Task goal.
Return all of the entries exactly, but do not include the pictures.

[Given records Boundary: Start]

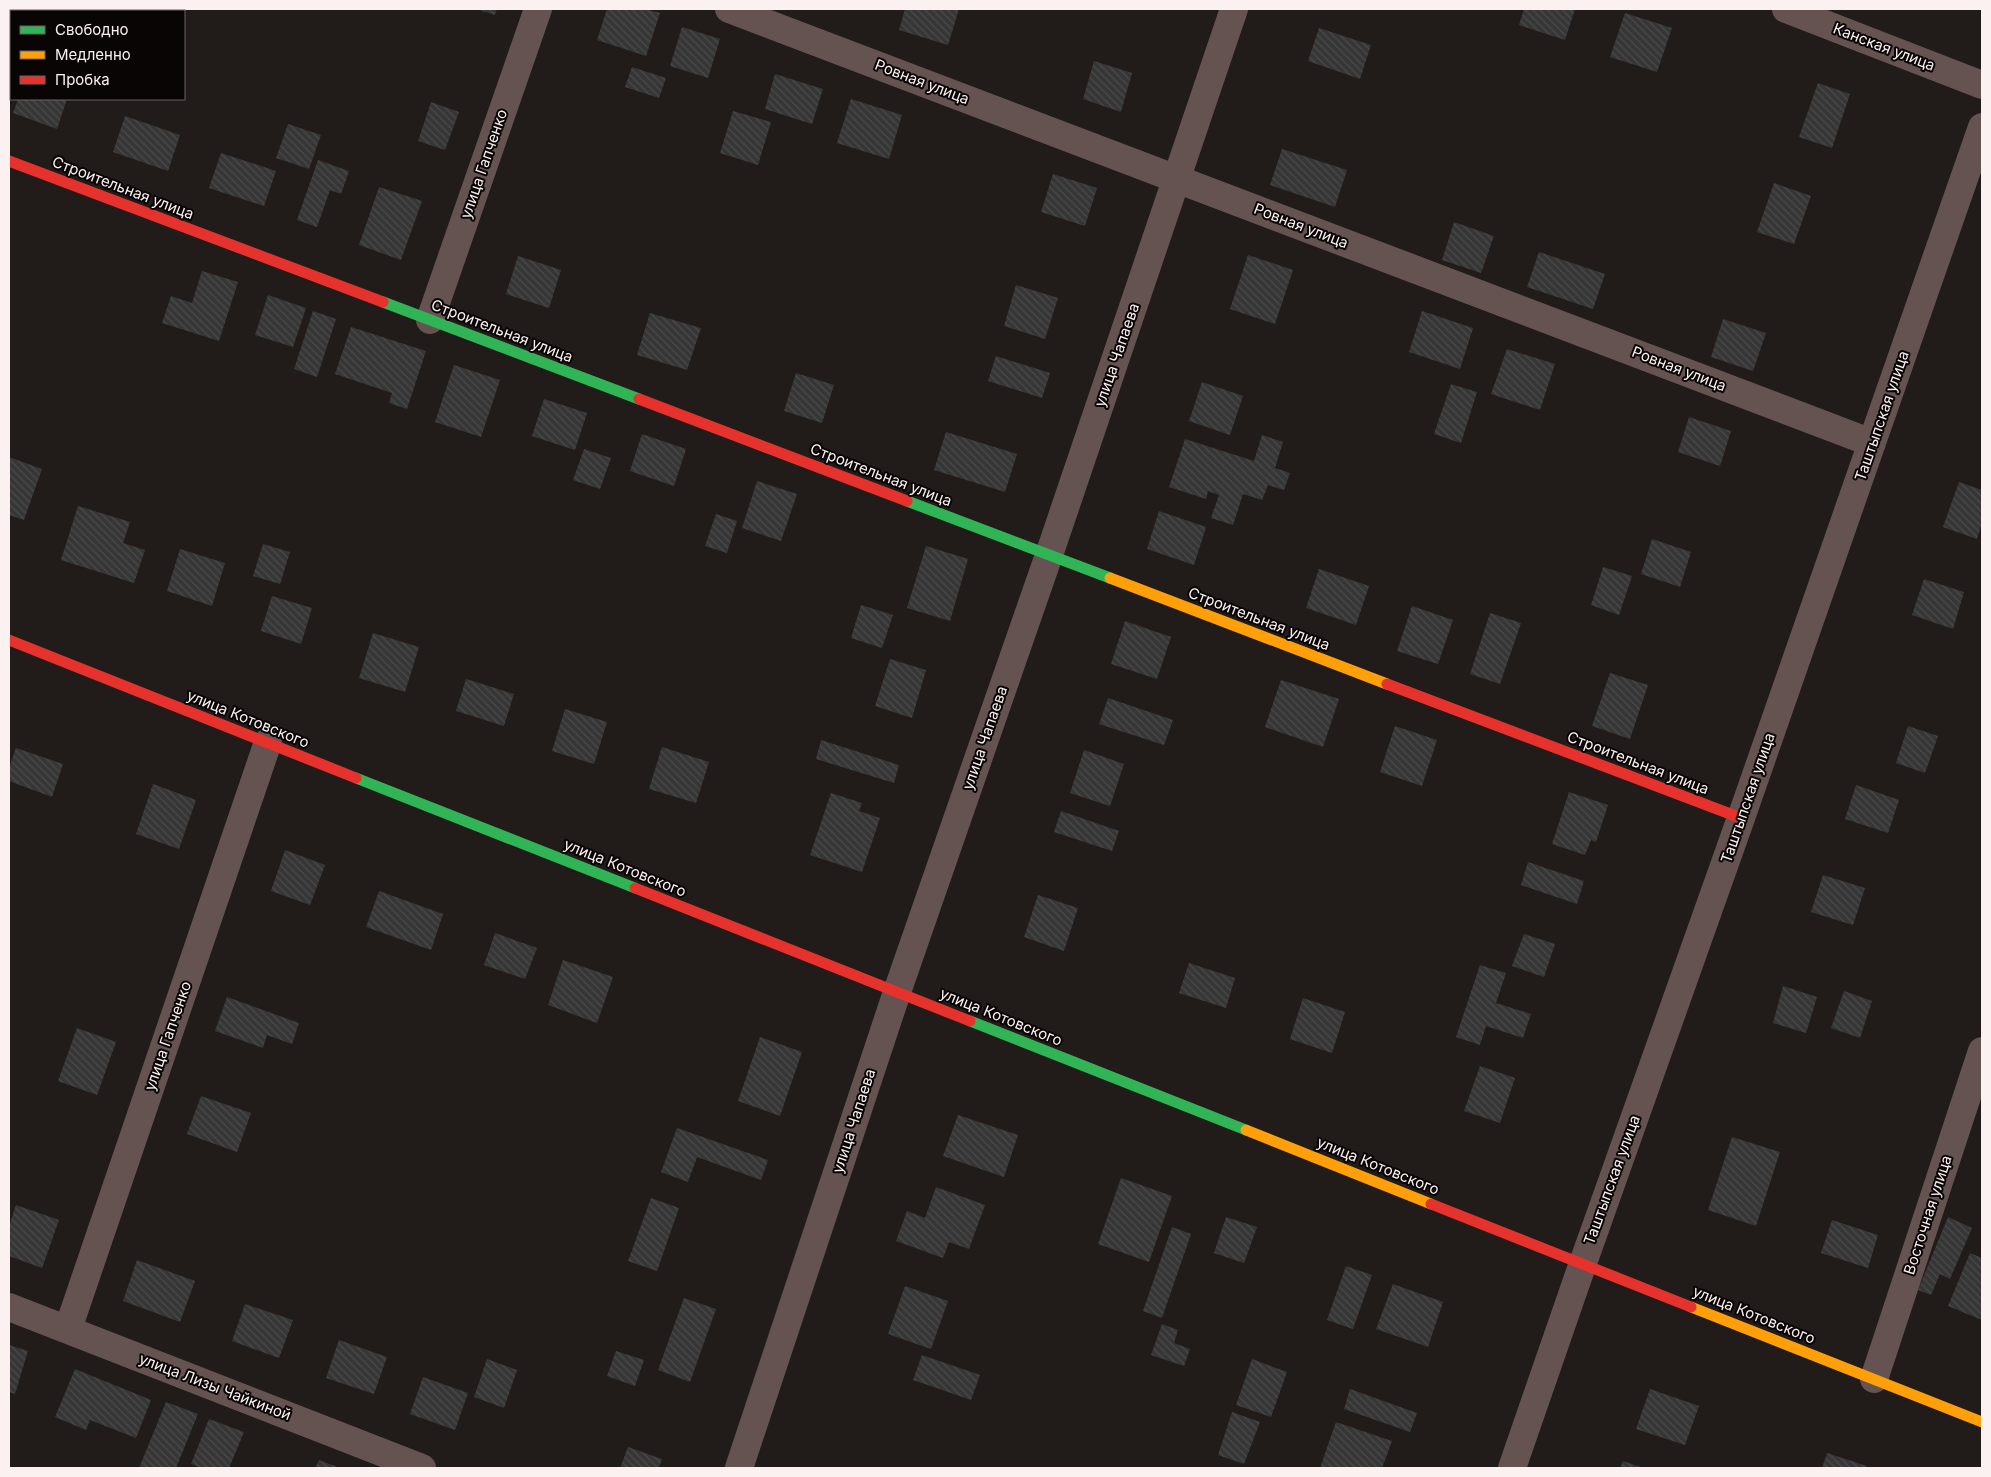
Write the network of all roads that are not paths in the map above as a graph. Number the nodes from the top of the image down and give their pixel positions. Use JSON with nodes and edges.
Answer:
{"nodes":[{"id":1,"x":538,"y":9,"type":"edge"},
{"id":2,"x":729,"y":9,"type":"edge"},
{"id":3,"x":1234,"y":9,"type":"edge"},
{"id":4,"x":1786,"y":9,"type":"edge"},
{"id":5,"x":1982,"y":86,"type":"edge"},
{"id":6,"x":1982,"y":127,"type":"edge"},
{"id":7,"x":9,"y":162,"type":"edge"},
{"id":8,"x":1176,"y":179,"type":"junction"},
{"id":9,"x":430,"y":320,"type":"junction"},
{"id":10,"x":1872,"y":443,"type":"junction"},
{"id":11,"x":1049,"y":555,"type":"junction"},
{"id":12,"x":9,"y":640,"type":"edge"},
{"id":13,"x":268,"y":742,"type":"junction"},
{"id":14,"x":1741,"y":818,"type":"junction"},
{"id":15,"x":897,"y":992,"type":"junction"},
{"id":16,"x":1982,"y":1052,"type":"edge"},
{"id":17,"x":1582,"y":1263,"type":"junction"},
{"id":18,"x":9,"y":1307,"type":"edge"},
{"id":19,"x":68,"y":1329,"type":"junction"},
{"id":20,"x":1874,"y":1379,"type":"junction"},
{"id":21,"x":1982,"y":1422,"type":"edge"},
{"id":22,"x":422,"y":1468,"type":"edge"},
{"id":23,"x":739,"y":1468,"type":"edge"},
{"id":24,"x":1512,"y":1468,"type":"edge"}],
"edges":[{"from":1,"to":9,"type":"street","name":"улица Гапченко"},
{"from":2,"to":8,"type":"street","name":"Ровная улица"},
{"from":3,"to":8,"type":"street","name":"улица Чапаева"},
{"from":4,"to":5,"type":"street","name":"Канская улица"},
{"from":6,"to":10,"type":"street","name":"Таштыпская улица"},
{"from":7,"to":9,"type":"street","name":"Строительная улица"},
{"from":8,"to":10,"type":"street","name":"Ровная улица"},
{"from":8,"to":11,"type":"street","name":"улица Чапаева"},
{"from":9,"to":11,"type":"street","name":"Строительная улица"},
{"from":10,"to":14,"type":"street","name":"Таштыпская улица"},
{"from":11,"to":14,"type":"street","name":"Строительная улица"},
{"from":11,"to":15,"type":"street","name":"улица Чапаева"},
{"from":12,"to":13,"type":"street","name":"улица Котовского"},
{"from":13,"to":15,"type":"street","name":"улица Котовского"},
{"from":13,"to":19,"type":"street","name":"улица Гапченко"},
{"from":14,"to":17,"type":"street","name":"Таштыпская улица"},
{"from":15,"to":17,"type":"street","name":"улица Котовского"},
{"from":15,"to":23,"type":"street","name":"улица Чапаева"},
{"from":16,"to":20,"type":"street","name":"Восточная улица"},
{"from":17,"to":20,"type":"street","name":"улица Котовского"},
{"from":17,"to":24,"type":"street","name":"Таштыпская улица"},
{"from":18,"to":19,"type":"street","name":"улица Лизы Чайкиной"},
{"from":19,"to":22,"type":"street","name":"улица Лизы Чайкиной"},
{"from":20,"to":21,"type":"street","name":"улица Котовского"}]}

[Given records Boundary: End]

Written solution.
Write the network of all roads that are not paths in the map above as a graph. Number the nodes from the top of the image down and give their pixel positions. Use JSON with nodes and edges.
Answer:
{"nodes":[{"id":1,"x":538,"y":9,"type":"edge"},
{"id":2,"x":729,"y":9,"type":"edge"},
{"id":3,"x":1234,"y":9,"type":"edge"},
{"id":4,"x":1786,"y":9,"type":"edge"},
{"id":5,"x":1982,"y":86,"type":"edge"},
{"id":6,"x":1982,"y":127,"type":"edge"},
{"id":7,"x":9,"y":162,"type":"edge"},
{"id":8,"x":1176,"y":179,"type":"junction"},
{"id":9,"x":430,"y":320,"type":"junction"},
{"id":10,"x":1872,"y":443,"type":"junction"},
{"id":11,"x":1049,"y":555,"type":"junction"},
{"id":12,"x":9,"y":640,"type":"edge"},
{"id":13,"x":268,"y":742,"type":"junction"},
{"id":14,"x":1741,"y":818,"type":"junction"},
{"id":15,"x":897,"y":992,"type":"junction"},
{"id":16,"x":1982,"y":1052,"type":"edge"},
{"id":17,"x":1582,"y":1263,"type":"junction"},
{"id":18,"x":9,"y":1307,"type":"edge"},
{"id":19,"x":68,"y":1329,"type":"junction"},
{"id":20,"x":1874,"y":1379,"type":"junction"},
{"id":21,"x":1982,"y":1422,"type":"edge"},
{"id":22,"x":422,"y":1468,"type":"edge"},
{"id":23,"x":739,"y":1468,"type":"edge"},
{"id":24,"x":1512,"y":1468,"type":"edge"}],
"edges":[{"from":1,"to":9,"type":"street","name":"улица Гапченко"},
{"from":2,"to":8,"type":"street","name":"Ровная улица"},
{"from":3,"to":8,"type":"street","name":"улица Чапаева"},
{"from":4,"to":5,"type":"street","name":"Канская улица"},
{"from":6,"to":10,"type":"street","name":"Таштыпская улица"},
{"from":7,"to":9,"type":"street","name":"Строительная улица"},
{"from":8,"to":10,"type":"street","name":"Ровная улица"},
{"from":8,"to":11,"type":"street","name":"улица Чапаева"},
{"from":9,"to":11,"type":"street","name":"Строительная улица"},
{"from":10,"to":14,"type":"street","name":"Таштыпская улица"},
{"from":11,"to":14,"type":"street","name":"Строительная улица"},
{"from":11,"to":15,"type":"street","name":"улица Чапаева"},
{"from":12,"to":13,"type":"street","name":"улица Котовского"},
{"from":13,"to":15,"type":"street","name":"улица Котовского"},
{"from":13,"to":19,"type":"street","name":"улица Гапченко"},
{"from":14,"to":17,"type":"street","name":"Таштыпская улица"},
{"from":15,"to":17,"type":"street","name":"улица Котовского"},
{"from":15,"to":23,"type":"street","name":"улица Чапаева"},
{"from":16,"to":20,"type":"street","name":"Восточная улица"},
{"from":17,"to":20,"type":"street","name":"улица Котовского"},
{"from":17,"to":24,"type":"street","name":"Таштыпская улица"},
{"from":18,"to":19,"type":"street","name":"улица Лизы Чайкиной"},
{"from":19,"to":22,"type":"street","name":"улица Лизы Чайкиной"},
{"from":20,"to":21,"type":"street","name":"улица Котовского"}]}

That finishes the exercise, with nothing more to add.